● **THE PROBLEM**: Type out each entry exactly as it appears, but keep every image out.

Dataset entries

== Segment start ==

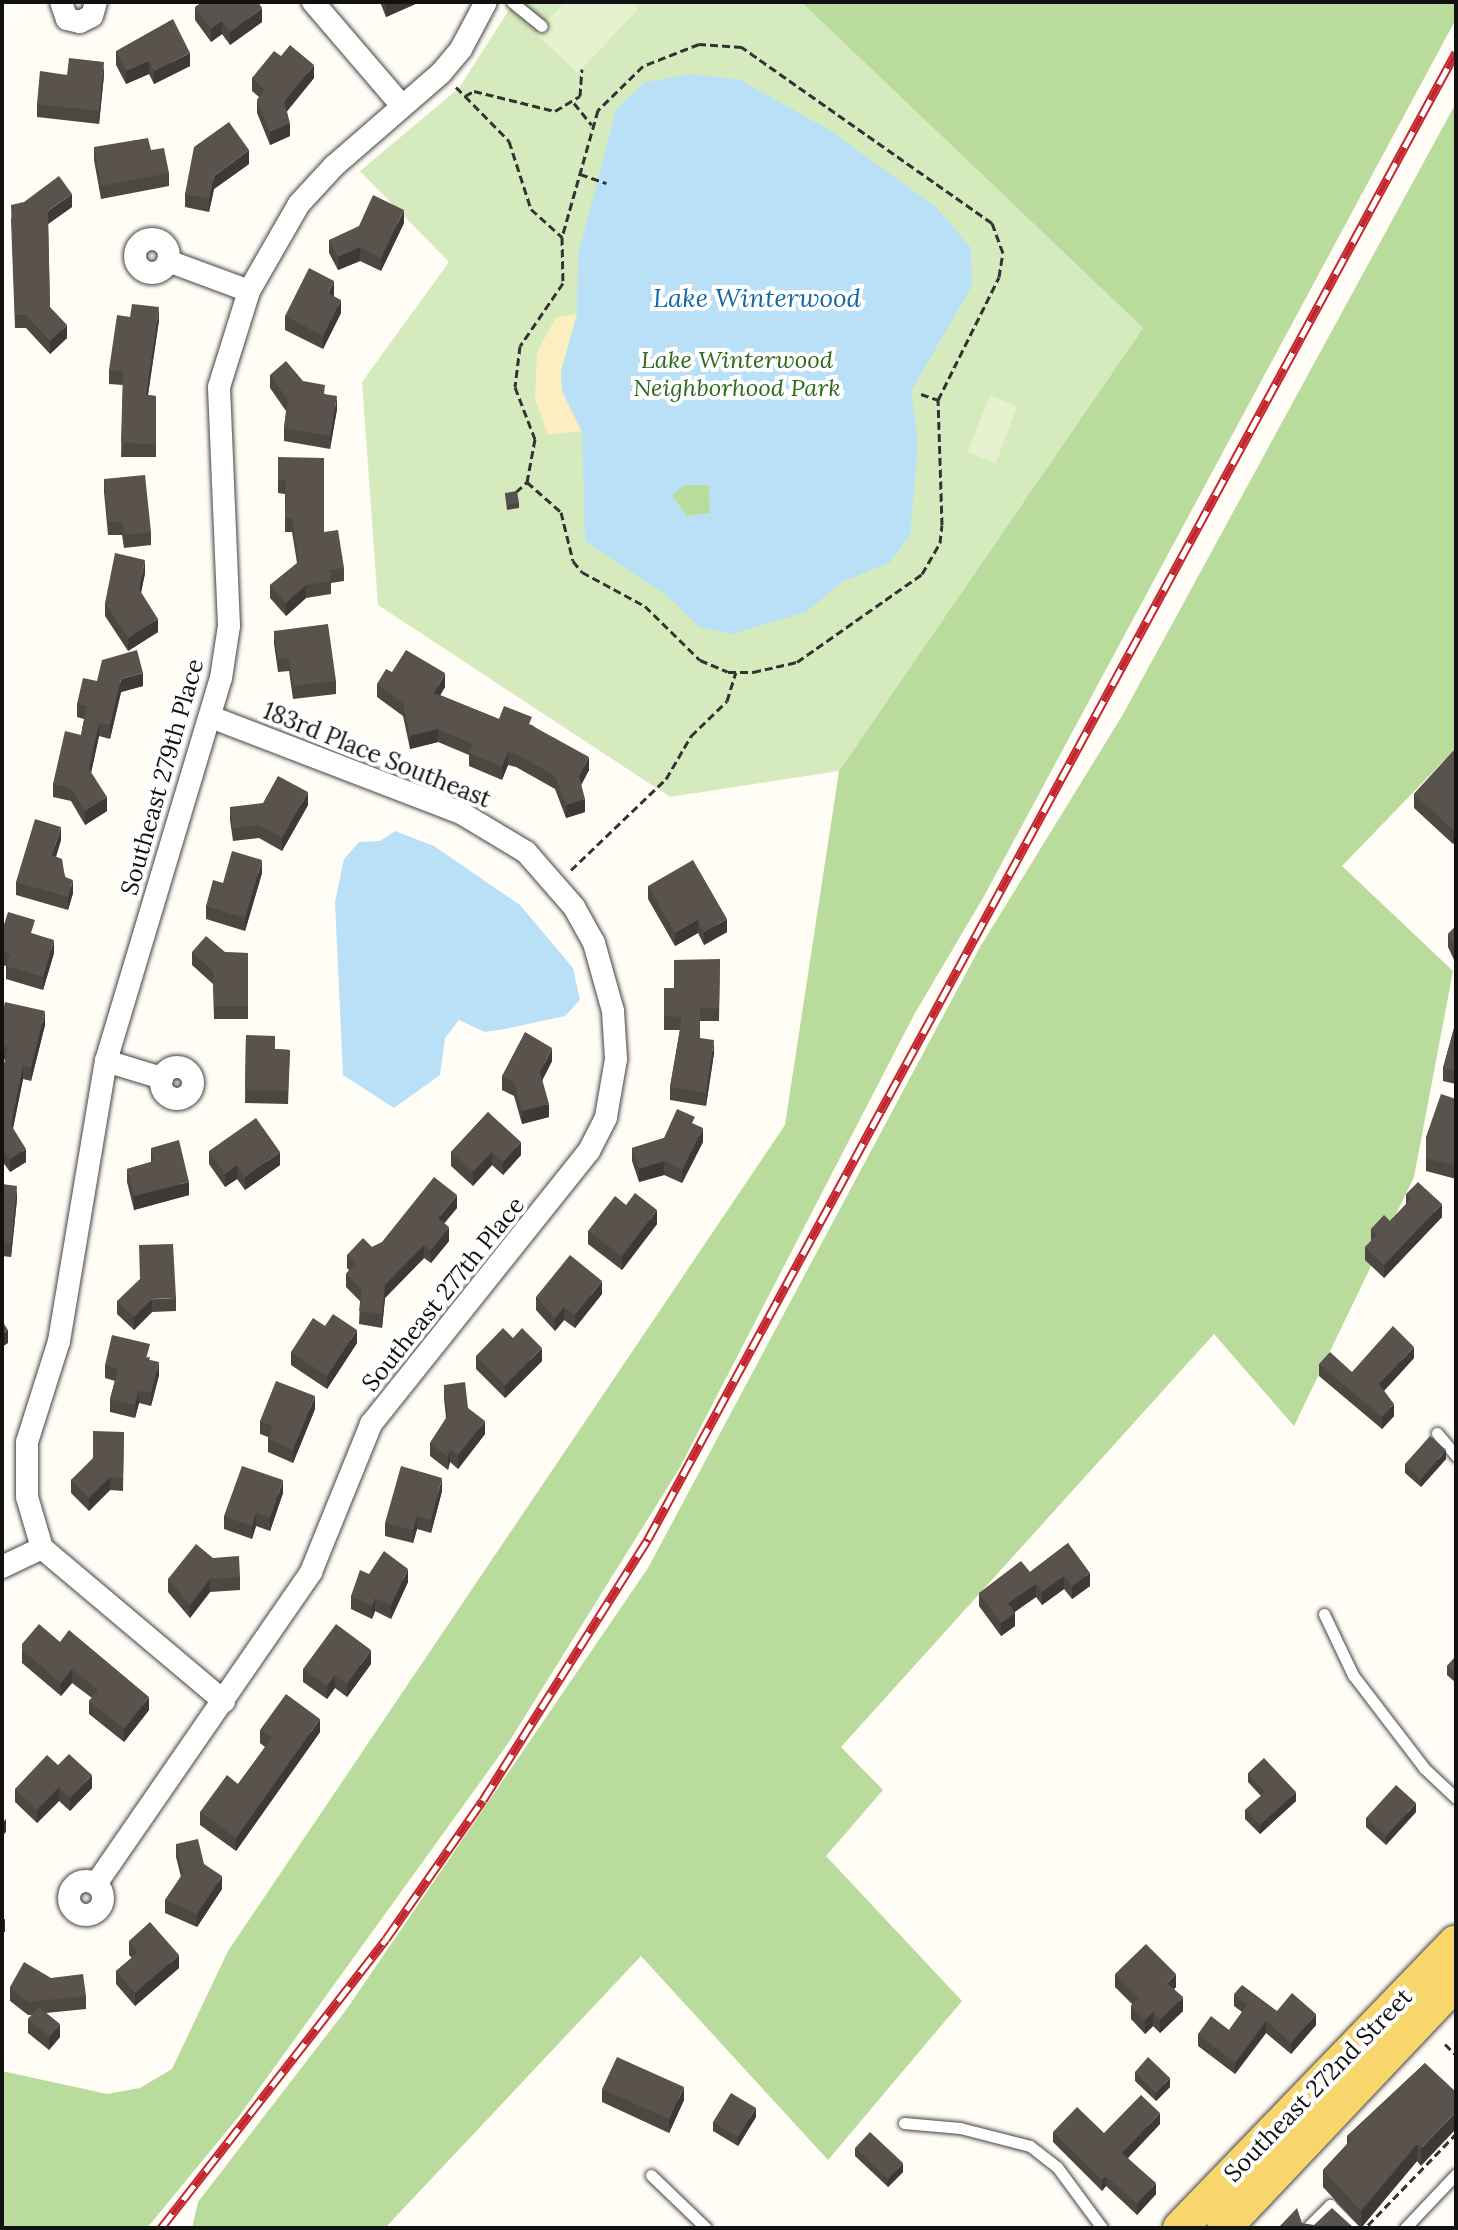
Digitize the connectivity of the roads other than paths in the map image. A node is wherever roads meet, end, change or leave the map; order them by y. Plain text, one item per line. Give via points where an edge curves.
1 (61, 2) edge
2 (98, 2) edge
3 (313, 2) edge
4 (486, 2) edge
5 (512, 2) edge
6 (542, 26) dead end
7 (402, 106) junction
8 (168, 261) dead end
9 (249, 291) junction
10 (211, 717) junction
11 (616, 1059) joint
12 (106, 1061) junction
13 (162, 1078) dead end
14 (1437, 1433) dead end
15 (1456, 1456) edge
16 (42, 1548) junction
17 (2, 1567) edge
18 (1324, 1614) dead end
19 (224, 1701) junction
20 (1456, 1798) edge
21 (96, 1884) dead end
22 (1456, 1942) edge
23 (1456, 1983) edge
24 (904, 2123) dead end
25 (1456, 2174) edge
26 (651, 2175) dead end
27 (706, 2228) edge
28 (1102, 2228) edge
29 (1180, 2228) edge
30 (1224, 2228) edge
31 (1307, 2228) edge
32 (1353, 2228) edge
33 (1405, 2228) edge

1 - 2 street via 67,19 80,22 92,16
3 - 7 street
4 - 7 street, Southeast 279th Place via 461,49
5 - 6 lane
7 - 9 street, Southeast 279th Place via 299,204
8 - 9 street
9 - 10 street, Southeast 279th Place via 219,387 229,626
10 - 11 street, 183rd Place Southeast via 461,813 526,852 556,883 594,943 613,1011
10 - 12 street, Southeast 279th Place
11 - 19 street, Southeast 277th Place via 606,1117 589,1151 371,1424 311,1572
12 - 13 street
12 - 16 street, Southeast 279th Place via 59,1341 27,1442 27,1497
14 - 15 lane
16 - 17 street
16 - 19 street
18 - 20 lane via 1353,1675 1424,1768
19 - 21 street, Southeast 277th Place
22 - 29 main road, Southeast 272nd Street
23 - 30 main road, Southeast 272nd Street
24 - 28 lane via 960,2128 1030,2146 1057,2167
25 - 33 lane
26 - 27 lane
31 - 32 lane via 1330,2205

== Segment end ==

● **SOLUTION TO THIS PROBLEM**:
Digitize the connectivity of the roads other than paths in the map image. A node is wherever roads meet, end, change or leave the map; order them by y. Plain text, one item per line. Give via points where an edge curves.
1 (61, 2) edge
2 (98, 2) edge
3 (313, 2) edge
4 (486, 2) edge
5 (512, 2) edge
6 (542, 26) dead end
7 (402, 106) junction
8 (168, 261) dead end
9 (249, 291) junction
10 (211, 717) junction
11 (616, 1059) joint
12 (106, 1061) junction
13 (162, 1078) dead end
14 (1437, 1433) dead end
15 (1456, 1456) edge
16 (42, 1548) junction
17 (2, 1567) edge
18 (1324, 1614) dead end
19 (224, 1701) junction
20 (1456, 1798) edge
21 (96, 1884) dead end
22 (1456, 1942) edge
23 (1456, 1983) edge
24 (904, 2123) dead end
25 (1456, 2174) edge
26 (651, 2175) dead end
27 (706, 2228) edge
28 (1102, 2228) edge
29 (1180, 2228) edge
30 (1224, 2228) edge
31 (1307, 2228) edge
32 (1353, 2228) edge
33 (1405, 2228) edge

1 - 2 street via 67,19 80,22 92,16
3 - 7 street
4 - 7 street, Southeast 279th Place via 461,49
5 - 6 lane
7 - 9 street, Southeast 279th Place via 299,204
8 - 9 street
9 - 10 street, Southeast 279th Place via 219,387 229,626
10 - 11 street, 183rd Place Southeast via 461,813 526,852 556,883 594,943 613,1011
10 - 12 street, Southeast 279th Place
11 - 19 street, Southeast 277th Place via 606,1117 589,1151 371,1424 311,1572
12 - 13 street
12 - 16 street, Southeast 279th Place via 59,1341 27,1442 27,1497
14 - 15 lane
16 - 17 street
16 - 19 street
18 - 20 lane via 1353,1675 1424,1768
19 - 21 street, Southeast 277th Place
22 - 29 main road, Southeast 272nd Street
23 - 30 main road, Southeast 272nd Street
24 - 28 lane via 960,2128 1030,2146 1057,2167
25 - 33 lane
26 - 27 lane
31 - 32 lane via 1330,2205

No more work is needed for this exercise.